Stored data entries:
Start of Block
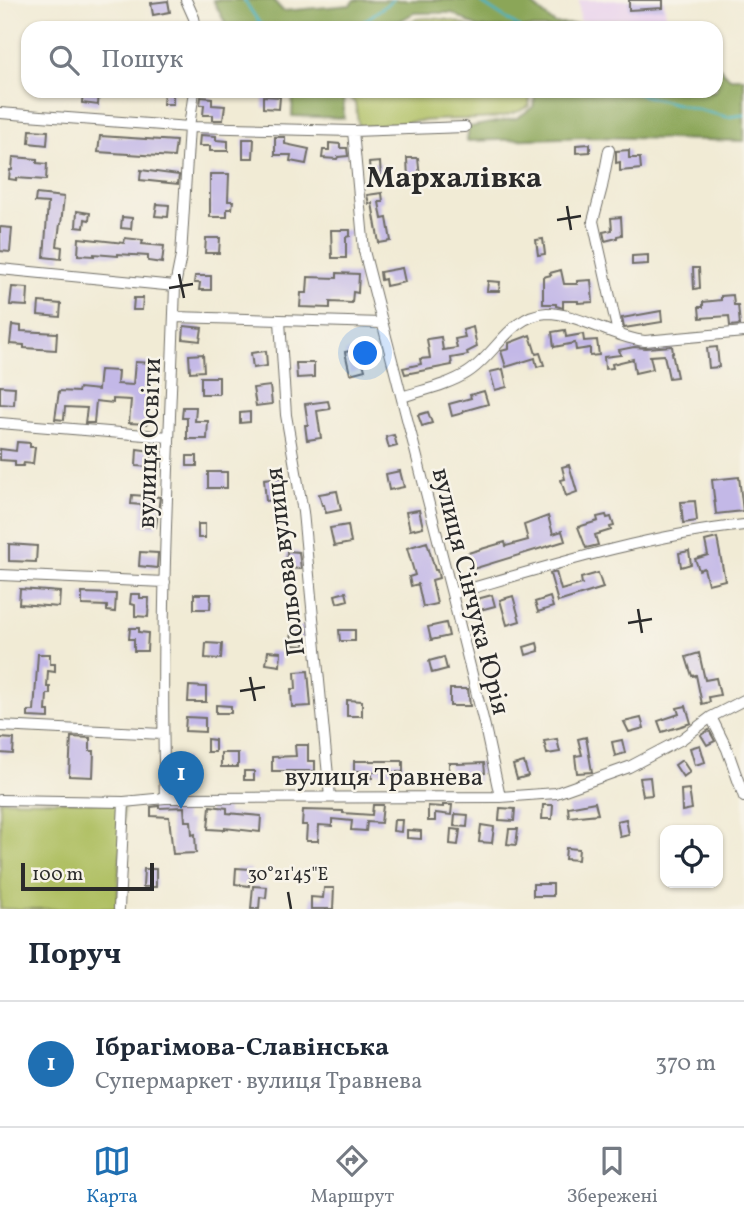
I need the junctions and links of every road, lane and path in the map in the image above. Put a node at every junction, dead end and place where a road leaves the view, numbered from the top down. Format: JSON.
{"nodes":[{"id":1,"x":186,"y":0,"type":"edge"},
{"id":2,"x":195,"y":21,"type":"edge"},
{"id":3,"x":193,"y":98,"type":"edge"},
{"id":4,"x":0,"y":113,"type":"edge"},
{"id":5,"x":189,"y":127,"type":"junction"},
{"id":6,"x":464,"y":127,"type":"dead end"},
{"id":7,"x":353,"y":131,"type":"junction"},
{"id":8,"x":609,"y":150,"type":"dead end"},
{"id":9,"x":0,"y":269,"type":"edge"},
{"id":10,"x":175,"y":286,"type":"junction"},
{"id":11,"x":174,"y":317,"type":"junction"},
{"id":12,"x":280,"y":321,"type":"junction"},
{"id":13,"x":382,"y":323,"type":"junction"},
{"id":14,"x":744,"y":332,"type":"edge"},
{"id":15,"x":618,"y":334,"type":"junction"},
{"id":16,"x":401,"y":397,"type":"junction"},
{"id":17,"x":0,"y":424,"type":"edge"},
{"id":18,"x":169,"y":437,"type":"junction"},
{"id":19,"x":744,"y":525,"type":"edge"},
{"id":20,"x":0,"y":575,"type":"edge"},
{"id":21,"x":165,"y":582,"type":"junction"},
{"id":22,"x":452,"y":594,"type":"junction"},
{"id":23,"x":744,"y":699,"type":"edge"},
{"id":24,"x":711,"y":716,"type":"junction"},
{"id":25,"x":0,"y":726,"type":"edge"},
{"id":26,"x":163,"y":734,"type":"junction"},
{"id":27,"x":330,"y":797,"type":"junction"},
{"id":28,"x":500,"y":797,"type":"junction"},
{"id":29,"x":744,"y":797,"type":"edge"},
{"id":30,"x":165,"y":798,"type":"junction"},
{"id":31,"x":0,"y":800,"type":"edge"},
{"id":32,"x":124,"y":802,"type":"junction"},
{"id":33,"x":119,"y":909,"type":"edge"}],
"edges":[{"from":1,"to":2,"type":"street"},
{"from":3,"to":5,"type":"street","name":"вулиця Освіти"},
{"from":4,"to":5,"type":"street"},
{"from":5,"to":7,"type":"street"},
{"from":5,"to":10,"type":"street","name":"вулиця Освіти"},
{"from":6,"to":7,"type":"street"},
{"from":7,"to":13,"type":"street","name":"вулиця Сінчука Юрія"},
{"from":8,"to":15,"type":"street"},
{"from":9,"to":10,"type":"street"},
{"from":10,"to":11,"type":"street","name":"вулиця Освіти"},
{"from":11,"to":12,"type":"street"},
{"from":11,"to":18,"type":"street","name":"вулиця Освіти"},
{"from":12,"to":13,"type":"street"},
{"from":12,"to":27,"type":"street","name":"Польова вулиця"},
{"from":13,"to":16,"type":"street","name":"вулиця Сінчука Юрія"},
{"from":14,"to":15,"type":"street"},
{"from":15,"to":16,"type":"street"},
{"from":16,"to":22,"type":"street","name":"вулиця Сінчука Юрія"},
{"from":17,"to":18,"type":"street"},
{"from":18,"to":21,"type":"street","name":"вулиця Освіти"},
{"from":19,"to":22,"type":"street"},
{"from":20,"to":21,"type":"street"},
{"from":21,"to":26,"type":"street","name":"вулиця Освіти"},
{"from":22,"to":28,"type":"street","name":"вулиця Сінчука Юрія"},
{"from":23,"to":24,"type":"street","name":"вулиця Травнева"},
{"from":24,"to":28,"type":"street","name":"вулиця Травнева"},
{"from":24,"to":29,"type":"street"},
{"from":25,"to":26,"type":"street"},
{"from":26,"to":30,"type":"street","name":"вулиця Освіти"},
{"from":27,"to":28,"type":"street","name":"вулиця Травнева"},
{"from":27,"to":30,"type":"street","name":"вулиця Травнева"},
{"from":30,"to":32,"type":"street","name":"вулиця Травнева"},
{"from":31,"to":32,"type":"street","name":"вулиця Травнева"},
{"from":32,"to":33,"type":"street"}]}
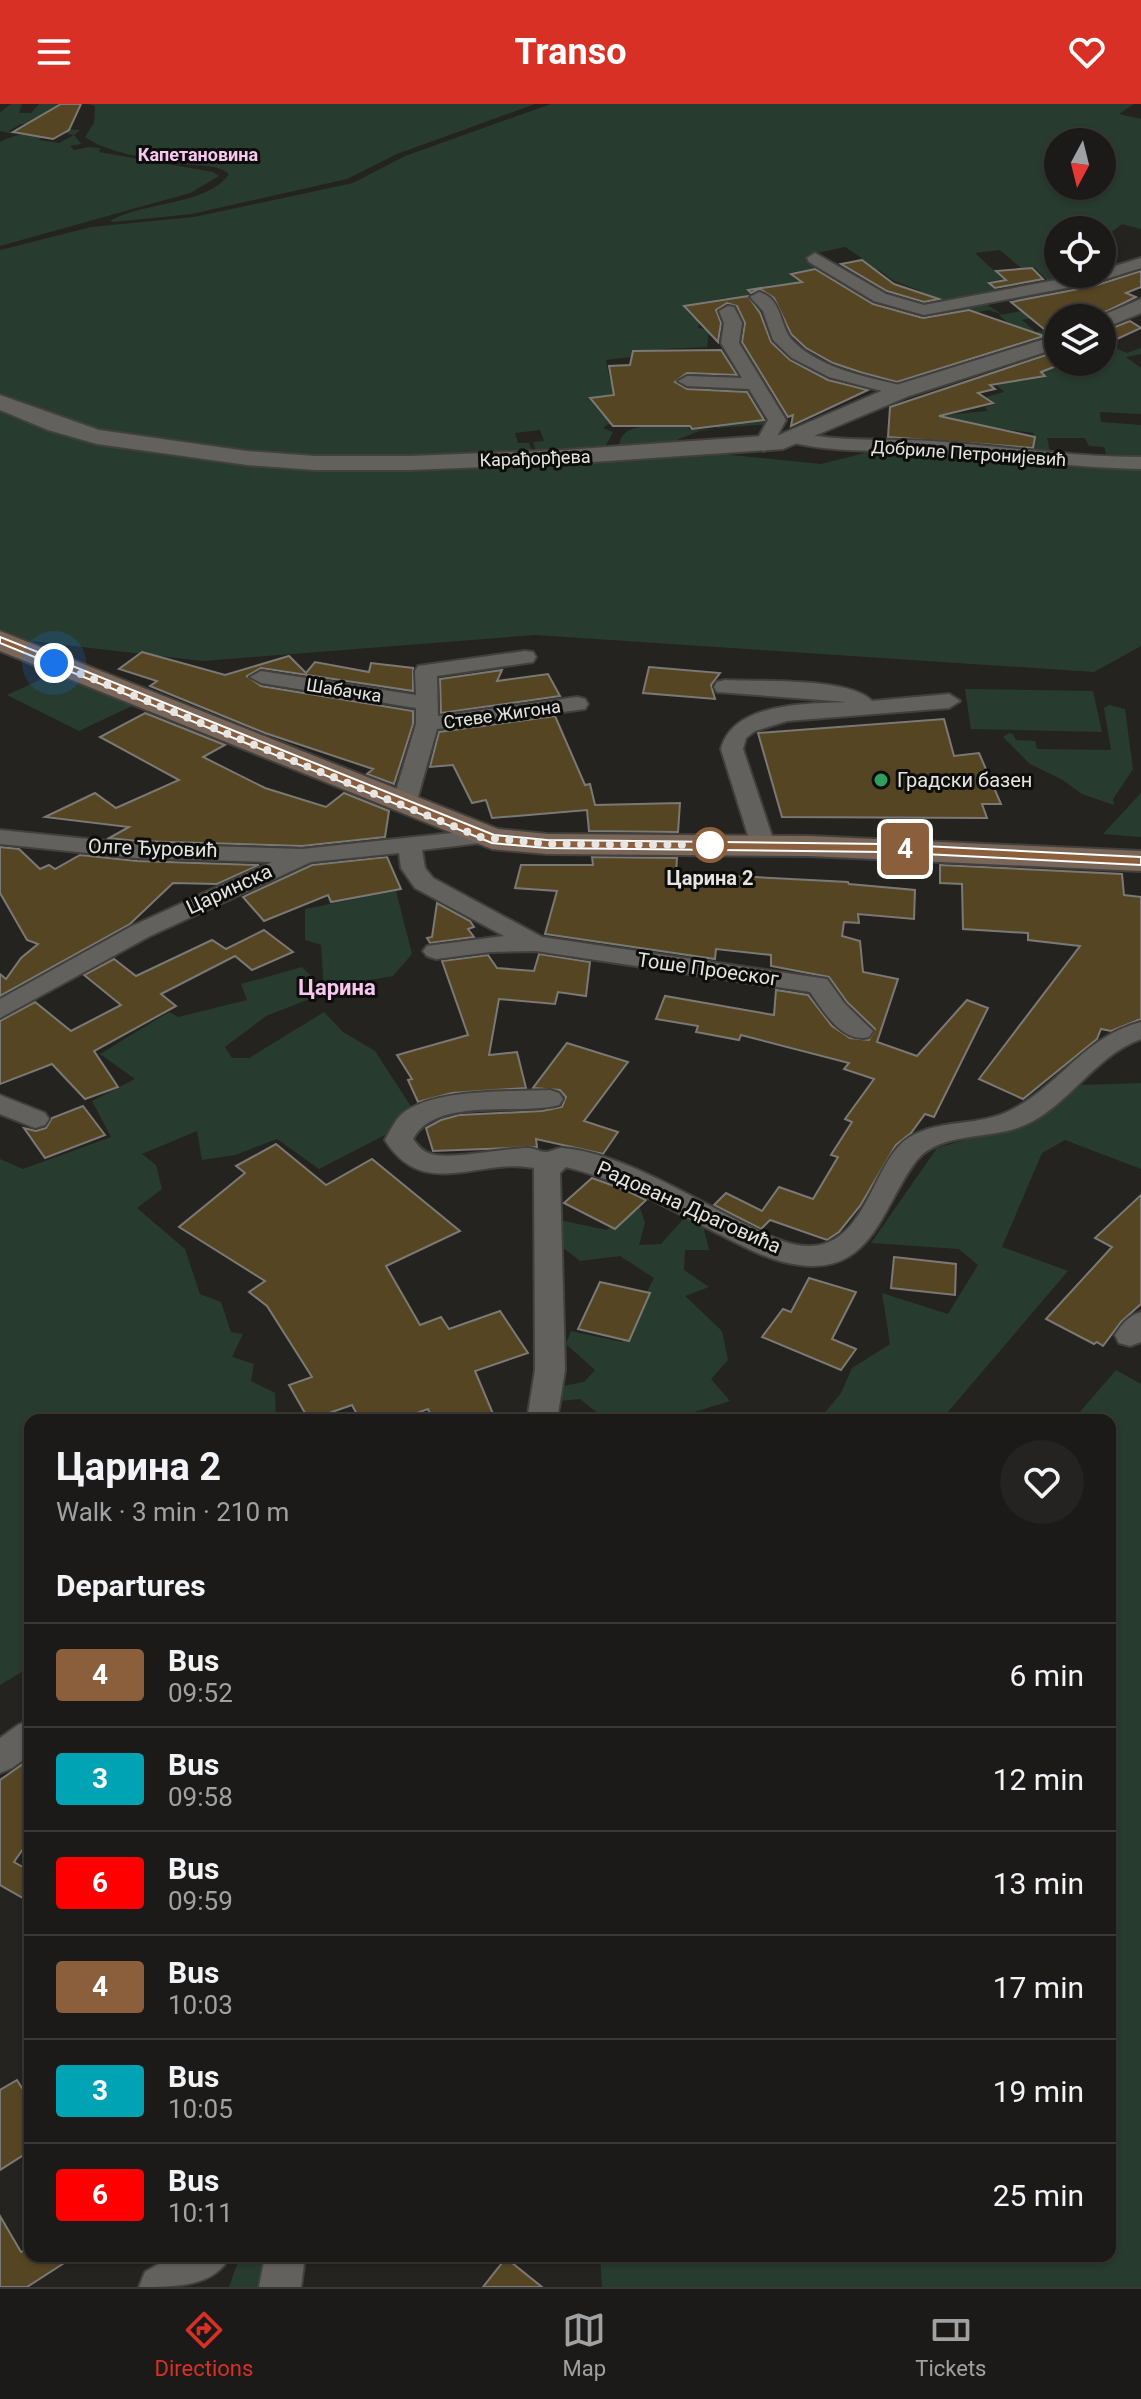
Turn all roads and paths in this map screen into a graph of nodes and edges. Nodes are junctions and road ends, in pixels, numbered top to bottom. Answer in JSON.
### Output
{"nodes":[{"id":1,"x":815,"y":258,"type":"dead end"},
{"id":2,"x":1141,"y":263,"type":"edge"},
{"id":3,"x":759,"y":297,"type":"dead end"},
{"id":4,"x":1141,"y":305,"type":"edge"},
{"id":5,"x":728,"y":311,"type":"dead end"},
{"id":6,"x":1116,"y":317,"type":"edge"},
{"id":7,"x":1044,"y":345,"type":"edge"},
{"id":8,"x":687,"y":381,"type":"dead end"},
{"id":9,"x":754,"y":384,"type":"junction"},
{"id":10,"x":901,"y":391,"type":"junction"},
{"id":11,"x":0,"y":402,"type":"edge"},
{"id":12,"x":797,"y":438,"type":"junction"},
{"id":13,"x":763,"y":445,"type":"junction"},
{"id":14,"x":1141,"y":463,"type":"edge"},
{"id":15,"x":0,"y":640,"type":"edge"},
{"id":16,"x":525,"y":657,"type":"dead end"},
{"id":17,"x":261,"y":677,"type":"dead end"},
{"id":18,"x":725,"y":687,"type":"dead end"},
{"id":19,"x":949,"y":701,"type":"dead end"},
{"id":20,"x":577,"y":704,"type":"dead end"},
{"id":21,"x":866,"y":708,"type":"junction"},
{"id":22,"x":427,"y":714,"type":"junction"},
{"id":23,"x":404,"y":804,"type":"junction"},
{"id":24,"x":0,"y":837,"type":"edge"},
{"id":25,"x":480,"y":837,"type":"junction"},
{"id":26,"x":409,"y":844,"type":"junction"},
{"id":27,"x":763,"y":845,"type":"junction"},
{"id":28,"x":306,"y":855,"type":"junction"},
{"id":29,"x":1141,"y":861,"type":"edge"},
{"id":30,"x":536,"y":944,"type":"junction"},
{"id":31,"x":436,"y":951,"type":"dead end"},
{"id":32,"x":0,"y":1010,"type":"edge"},
{"id":33,"x":1141,"y":1030,"type":"edge"},
{"id":34,"x":860,"y":1031,"type":"dead end"},
{"id":35,"x":550,"y":1099,"type":"dead end"},
{"id":36,"x":0,"y":1104,"type":"edge"},
{"id":37,"x":35,"y":1119,"type":"dead end"},
{"id":38,"x":553,"y":1164,"type":"junction"},
{"id":39,"x":543,"y":1414,"type":"edge"},
{"id":40,"x":24,"y":1740,"type":"edge"},
{"id":41,"x":0,"y":1758,"type":"edge"},
{"id":42,"x":200,"y":2262,"type":"edge"},
{"id":43,"x":284,"y":2262,"type":"edge"},
{"id":44,"x":160,"y":2287,"type":"edge"},
{"id":45,"x":280,"y":2287,"type":"edge"}],
"edges":[{"from":1,"to":2,"type":"street"},
{"from":3,"to":10,"type":"street"},
{"from":4,"to":6,"type":"street"},
{"from":5,"to":9,"type":"street"},
{"from":7,"to":10,"type":"street","name":"Карађорђева"},
{"from":8,"to":9,"type":"street"},
{"from":9,"to":13,"type":"street"},
{"from":10,"to":12,"type":"street","name":"Карађорђева"},
{"from":11,"to":13,"type":"street","name":"Карађорђева"},
{"from":12,"to":13,"type":"street","name":"Карађорђева"},
{"from":12,"to":14,"type":"street","name":"Добриле Петронијевић"},
{"from":15,"to":23,"type":"main road"},
{"from":16,"to":22,"type":"street"},
{"from":17,"to":22,"type":"street","name":"Шабачка"},
{"from":18,"to":21,"type":"street"},
{"from":19,"to":21,"type":"street"},
{"from":20,"to":22,"type":"street","name":"Стеве Жигона"},
{"from":21,"to":27,"type":"street"},
{"from":22,"to":23,"type":"street"},
{"from":23,"to":25,"type":"main road"},
{"from":24,"to":28,"type":"street","name":"Олге Ђуровић"},
{"from":25,"to":26,"type":"street","name":"Царинска"},
{"from":25,"to":27,"type":"main road"},
{"from":26,"to":28,"type":"street","name":"Царинска"},
{"from":26,"to":30,"type":"street","name":"Тоше Проеског"},
{"from":27,"to":29,"type":"main road"},
{"from":28,"to":32,"type":"street","name":"Царинска"},
{"from":30,"to":31,"type":"street","name":"Тоше Проеског"},
{"from":30,"to":34,"type":"street","name":"Тоше Проеског"},
{"from":33,"to":38,"type":"street","name":"Радована Драговића"},
{"from":35,"to":38,"type":"street"},
{"from":36,"to":37,"type":"street"},
{"from":38,"to":39,"type":"street"},
{"from":40,"to":41,"type":"street"},
{"from":42,"to":44,"type":"street"},
{"from":43,"to":45,"type":"street"}]}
End of Block
## Aim of the task
The lines above that hold the string "main" are to be located and copied.

## Result of the task
{"from":15,"to":23,"type":"main road"},
{"from":23,"to":25,"type":"main road"},
{"from":25,"to":27,"type":"main road"},
{"from":27,"to":29,"type":"main road"},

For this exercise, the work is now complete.